Return all of the data that follows precisely, leaving every image out.

Collected data entries:

* * * *

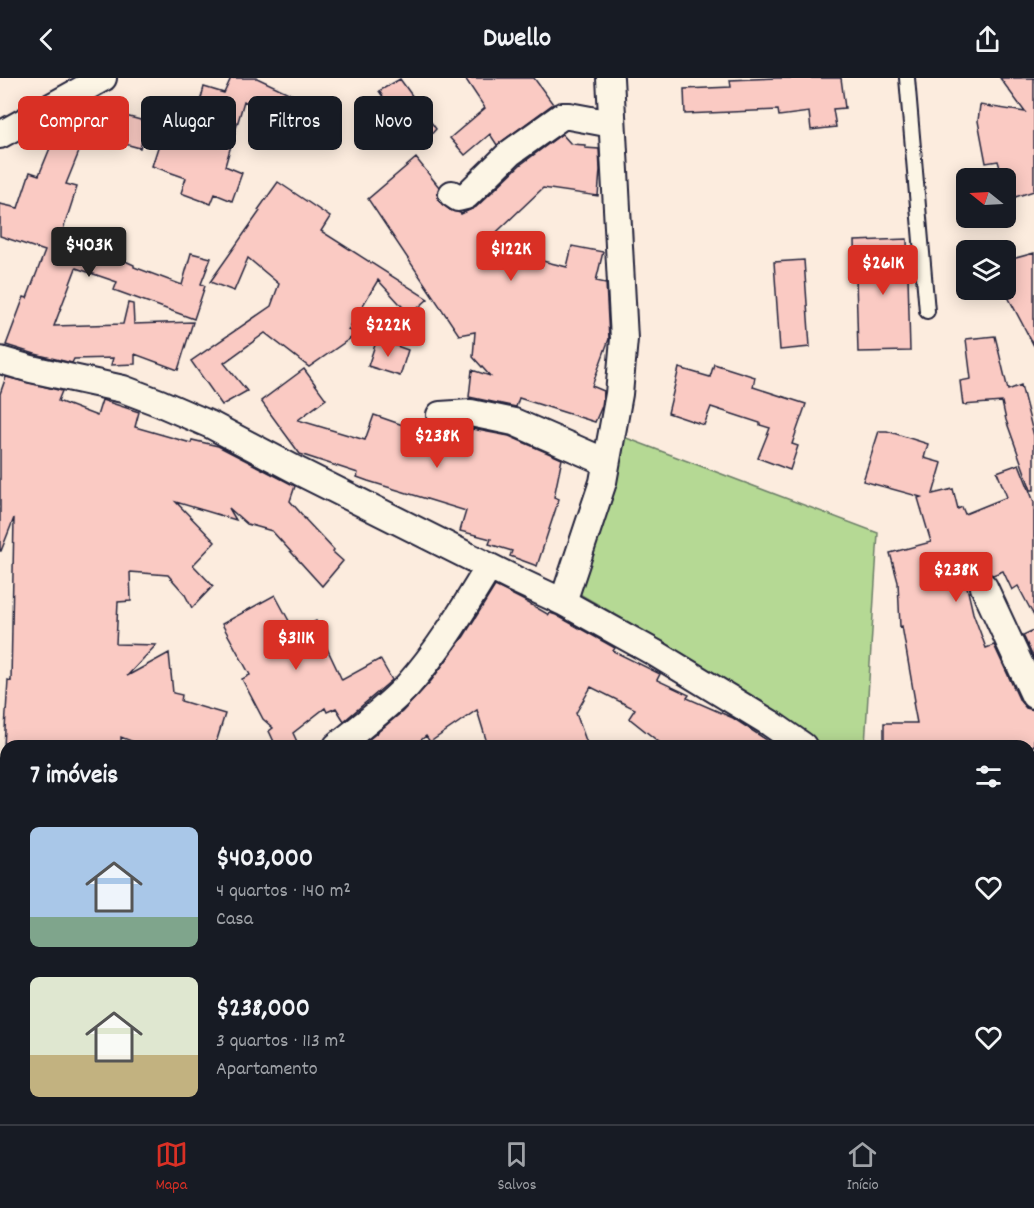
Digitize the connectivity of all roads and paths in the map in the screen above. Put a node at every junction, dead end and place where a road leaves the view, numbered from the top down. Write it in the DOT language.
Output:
graph roads {
  1 [pos="104,78"];
  2 [pos="610,78"];
  3 [pos="908,78"];
  4 [pos="612,124"];
  5 [pos="0,135"];
  6 [pos="452,194"];
  7 [pos="927,311"];
  8 [pos="0,360"];
  9 [pos="440,415"];
  10 [pos="606,462"];
  11 [pos="489,567"];
  12 [pos="984,586"];
  13 [pos="563,602"];
  14 [pos="1034,695"];
  15 [pos="344,740"];
  16 [pos="794,740"];
  1 -- 5 [label="street"];
  2 -- 4 [label="street"];
  3 -- 7 [label="lane"];
  4 -- 6 [label="street"];
  4 -- 10 [label="street"];
  8 -- 11 [label="street"];
  9 -- 10 [label="street"];
  10 -- 13 [label="street"];
  11 -- 13 [label="street"];
  11 -- 15 [label="street"];
  12 -- 14 [label="street"];
  13 -- 16 [label="street"];
}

* * * *

* **Answer area**:
Digitize the connectivity of all roads and paths in the map in the screen above. Put a node at every junction, dead end and place where a road leaves the view, numbered from the top down. Write it in the DOT language.
Output:
graph roads {
  1 [pos="104,78"];
  2 [pos="610,78"];
  3 [pos="908,78"];
  4 [pos="612,124"];
  5 [pos="0,135"];
  6 [pos="452,194"];
  7 [pos="927,311"];
  8 [pos="0,360"];
  9 [pos="440,415"];
  10 [pos="606,462"];
  11 [pos="489,567"];
  12 [pos="984,586"];
  13 [pos="563,602"];
  14 [pos="1034,695"];
  15 [pos="344,740"];
  16 [pos="794,740"];
  1 -- 5 [label="street"];
  2 -- 4 [label="street"];
  3 -- 7 [label="lane"];
  4 -- 6 [label="street"];
  4 -- 10 [label="street"];
  8 -- 11 [label="street"];
  9 -- 10 [label="street"];
  10 -- 13 [label="street"];
  11 -- 13 [label="street"];
  11 -- 15 [label="street"];
  12 -- 14 [label="street"];
  13 -- 16 [label="street"];
}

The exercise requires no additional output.